Your task: Line tally for the word "middle": count the lines below that contain it and reply with the number alone.

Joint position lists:

* * * * *

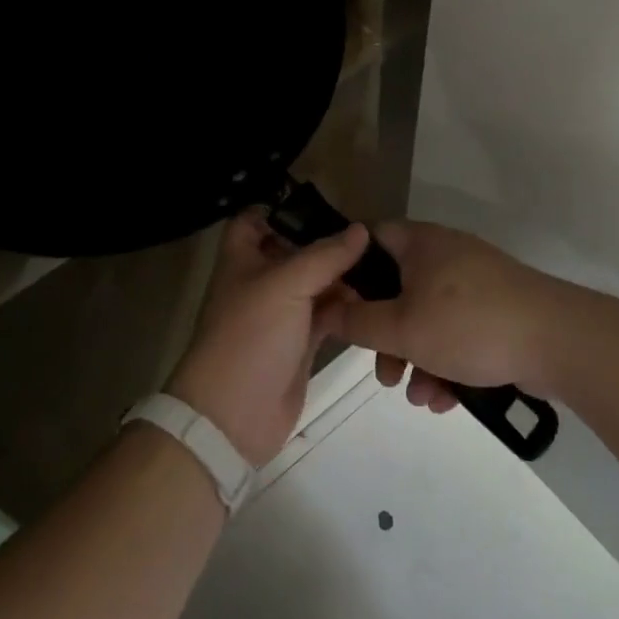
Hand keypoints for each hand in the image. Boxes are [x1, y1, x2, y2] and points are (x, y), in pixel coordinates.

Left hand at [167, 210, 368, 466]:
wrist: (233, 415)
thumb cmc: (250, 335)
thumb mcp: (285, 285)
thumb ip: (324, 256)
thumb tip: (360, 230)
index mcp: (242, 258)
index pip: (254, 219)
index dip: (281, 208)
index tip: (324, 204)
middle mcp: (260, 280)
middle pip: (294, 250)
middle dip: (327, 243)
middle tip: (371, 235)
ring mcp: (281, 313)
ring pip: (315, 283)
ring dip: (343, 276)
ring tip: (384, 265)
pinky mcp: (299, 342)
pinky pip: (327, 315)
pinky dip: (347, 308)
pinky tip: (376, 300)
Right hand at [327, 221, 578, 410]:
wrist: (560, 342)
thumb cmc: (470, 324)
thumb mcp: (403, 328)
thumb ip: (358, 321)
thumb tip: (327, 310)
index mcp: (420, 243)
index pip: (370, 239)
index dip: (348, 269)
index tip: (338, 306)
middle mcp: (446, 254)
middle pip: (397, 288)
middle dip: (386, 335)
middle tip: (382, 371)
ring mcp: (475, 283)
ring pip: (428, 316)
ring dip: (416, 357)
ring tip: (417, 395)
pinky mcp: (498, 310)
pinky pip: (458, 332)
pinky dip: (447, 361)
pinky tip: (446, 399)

* * * * *

Expected answer: 8